BYU golf coach Bruce Brockbank remembers the first time he saw Jose Garrido play golf. It was in a Junior World tournament in San Diego four years ago. His reaction? "I've got to find a way to get that kid," he said to himself.
After watching his impressive golf that week, Brockbank offered the Colombian native a scholarship, and to his delight, Garrido accepted.A few months later after making an immediate impact his freshman year at BYU, one day Garrido told his coach, "Hey, I've got a friend who is pretty good."
Brockbank was all ears and after checking out Garrido's buddy, he offered a scholarship to Manuel Merizalde the following year.
Today as the Cougars embark on their first NCAA journey in six years, the "Colombian Connection" may determine if the Cougars turn into contenders or pretenders.
Garrido and Merizalde join their better known teammates, Scott and Andy Miller -- Johnny's boys -- and Billy Harvey of Las Vegas at the NCAAs in Chaska, Minn., along with 29 other teams trying to win the championship at Hazeltine National Golf Club.

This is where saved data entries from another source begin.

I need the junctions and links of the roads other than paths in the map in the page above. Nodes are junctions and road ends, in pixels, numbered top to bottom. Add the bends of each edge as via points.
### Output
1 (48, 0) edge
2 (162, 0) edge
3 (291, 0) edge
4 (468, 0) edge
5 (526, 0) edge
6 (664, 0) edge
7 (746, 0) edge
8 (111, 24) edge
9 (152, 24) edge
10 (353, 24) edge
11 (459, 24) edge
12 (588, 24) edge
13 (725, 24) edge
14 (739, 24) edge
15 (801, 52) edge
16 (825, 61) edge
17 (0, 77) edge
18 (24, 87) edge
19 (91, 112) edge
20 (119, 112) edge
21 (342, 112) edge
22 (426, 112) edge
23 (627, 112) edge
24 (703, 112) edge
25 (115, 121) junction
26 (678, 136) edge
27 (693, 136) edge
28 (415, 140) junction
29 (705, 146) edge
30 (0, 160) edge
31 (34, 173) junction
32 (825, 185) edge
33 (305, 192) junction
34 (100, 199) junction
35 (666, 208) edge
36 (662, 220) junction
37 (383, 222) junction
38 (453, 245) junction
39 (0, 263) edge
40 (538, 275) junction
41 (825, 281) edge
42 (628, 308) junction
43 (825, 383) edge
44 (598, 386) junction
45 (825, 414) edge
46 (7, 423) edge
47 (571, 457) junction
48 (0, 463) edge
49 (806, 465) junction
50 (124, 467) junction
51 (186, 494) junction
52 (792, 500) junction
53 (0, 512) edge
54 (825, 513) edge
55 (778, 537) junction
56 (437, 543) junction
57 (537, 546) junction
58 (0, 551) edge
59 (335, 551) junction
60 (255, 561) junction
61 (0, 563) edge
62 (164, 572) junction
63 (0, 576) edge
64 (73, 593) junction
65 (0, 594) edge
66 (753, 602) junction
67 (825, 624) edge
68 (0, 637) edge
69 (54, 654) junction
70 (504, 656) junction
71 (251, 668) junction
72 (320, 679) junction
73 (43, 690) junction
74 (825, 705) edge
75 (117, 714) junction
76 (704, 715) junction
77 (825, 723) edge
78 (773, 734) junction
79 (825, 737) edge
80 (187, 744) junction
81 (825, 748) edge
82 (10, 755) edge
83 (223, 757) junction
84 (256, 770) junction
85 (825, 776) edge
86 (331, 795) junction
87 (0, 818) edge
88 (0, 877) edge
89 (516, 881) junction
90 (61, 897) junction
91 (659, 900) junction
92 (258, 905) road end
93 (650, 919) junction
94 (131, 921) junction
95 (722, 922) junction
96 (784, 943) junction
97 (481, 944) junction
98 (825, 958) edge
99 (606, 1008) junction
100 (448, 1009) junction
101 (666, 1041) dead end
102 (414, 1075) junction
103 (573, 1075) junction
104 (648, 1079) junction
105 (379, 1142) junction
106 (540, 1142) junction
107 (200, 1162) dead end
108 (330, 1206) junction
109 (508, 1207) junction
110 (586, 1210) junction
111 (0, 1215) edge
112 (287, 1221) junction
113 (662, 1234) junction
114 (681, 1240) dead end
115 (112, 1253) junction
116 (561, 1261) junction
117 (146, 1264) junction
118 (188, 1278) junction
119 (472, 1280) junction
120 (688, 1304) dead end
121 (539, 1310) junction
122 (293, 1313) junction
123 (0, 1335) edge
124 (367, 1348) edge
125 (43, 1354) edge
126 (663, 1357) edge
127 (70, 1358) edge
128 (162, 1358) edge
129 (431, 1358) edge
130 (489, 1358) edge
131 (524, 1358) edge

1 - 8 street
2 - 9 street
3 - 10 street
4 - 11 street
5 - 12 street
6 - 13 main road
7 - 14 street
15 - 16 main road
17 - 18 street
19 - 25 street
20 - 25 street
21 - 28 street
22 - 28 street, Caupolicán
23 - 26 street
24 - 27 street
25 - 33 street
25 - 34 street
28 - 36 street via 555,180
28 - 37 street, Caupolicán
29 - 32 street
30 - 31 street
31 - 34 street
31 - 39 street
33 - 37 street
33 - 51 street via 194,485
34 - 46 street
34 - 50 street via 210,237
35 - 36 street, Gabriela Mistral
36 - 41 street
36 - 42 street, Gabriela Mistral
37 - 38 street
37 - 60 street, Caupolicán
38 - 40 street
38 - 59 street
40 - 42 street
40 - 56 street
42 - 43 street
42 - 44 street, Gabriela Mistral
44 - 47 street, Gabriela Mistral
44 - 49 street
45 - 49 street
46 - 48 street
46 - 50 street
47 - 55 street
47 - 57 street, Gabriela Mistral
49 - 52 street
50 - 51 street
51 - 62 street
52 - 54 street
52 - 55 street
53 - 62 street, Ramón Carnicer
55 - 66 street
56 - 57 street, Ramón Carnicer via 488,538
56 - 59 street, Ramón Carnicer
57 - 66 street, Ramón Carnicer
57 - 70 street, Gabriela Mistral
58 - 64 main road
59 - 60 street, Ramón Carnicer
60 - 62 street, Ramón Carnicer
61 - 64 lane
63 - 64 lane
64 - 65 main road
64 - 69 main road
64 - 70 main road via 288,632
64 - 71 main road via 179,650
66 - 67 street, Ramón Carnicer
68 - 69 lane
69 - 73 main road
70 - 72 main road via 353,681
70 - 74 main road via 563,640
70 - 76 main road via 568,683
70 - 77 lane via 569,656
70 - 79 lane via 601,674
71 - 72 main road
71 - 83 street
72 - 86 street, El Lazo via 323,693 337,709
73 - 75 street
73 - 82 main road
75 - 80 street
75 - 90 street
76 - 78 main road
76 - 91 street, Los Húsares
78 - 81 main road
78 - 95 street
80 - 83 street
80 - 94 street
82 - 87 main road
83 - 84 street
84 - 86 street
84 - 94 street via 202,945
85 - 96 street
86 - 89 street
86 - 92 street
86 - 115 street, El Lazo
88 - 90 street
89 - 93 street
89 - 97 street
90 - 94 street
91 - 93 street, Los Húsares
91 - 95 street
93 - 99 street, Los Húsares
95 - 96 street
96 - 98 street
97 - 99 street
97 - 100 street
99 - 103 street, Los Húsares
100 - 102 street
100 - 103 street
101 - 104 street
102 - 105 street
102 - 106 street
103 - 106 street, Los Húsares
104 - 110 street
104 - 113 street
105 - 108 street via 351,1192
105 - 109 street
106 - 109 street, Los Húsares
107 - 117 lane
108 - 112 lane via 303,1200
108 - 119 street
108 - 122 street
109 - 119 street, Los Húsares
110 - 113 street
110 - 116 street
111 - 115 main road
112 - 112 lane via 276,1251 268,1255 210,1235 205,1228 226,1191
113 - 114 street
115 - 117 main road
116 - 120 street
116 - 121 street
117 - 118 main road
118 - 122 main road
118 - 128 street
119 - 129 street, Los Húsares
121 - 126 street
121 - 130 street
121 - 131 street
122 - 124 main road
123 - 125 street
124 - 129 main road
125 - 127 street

The tournament runs through Saturday.
So how did these two guys from Colombia, not exactly known as a hotbed for golf, end up at BYU, in Provo, Utah?
The Colombian connection actually goes back several years to Eduardo Herrera, who played with Brockbank at BYU in the late 1980s. According to Garrido and Merizalde, Herrera is the Jack Nicklaus of Colombia and he has recently found great success playing in Japan and Europe.
Herrera is from Cali, the same city where Garrido and Merizalde grew up. As youngsters, the two became acquainted with the famous pro, even though they are a decade younger.
Although Herrera put in a good word for his old school, he wasn't the main reason Garrido and Merizalde chose BYU.
Garrido had a chance to go to Stanford or Arizona but chose BYU for a variety of reasons.
"I definitely wanted to go to a good school, and I had friends who had come here," he said. "I also knew Andy (Miller) and knew they had a good team here."
Garrido was friends with Merizalde, who played at the same golf club in Cali so he put the Cougars on his young friend's trail. For Merizalde, it came down to UNLV and BYU and guess where his parents wanted him to go? Not Las Vegas.
The only problem was, Merizalde didn't speak fluent English like Garrido, who had learned it as a child. So Merizalde spent last year learning English at the BYU Language Center and now speaks English very well.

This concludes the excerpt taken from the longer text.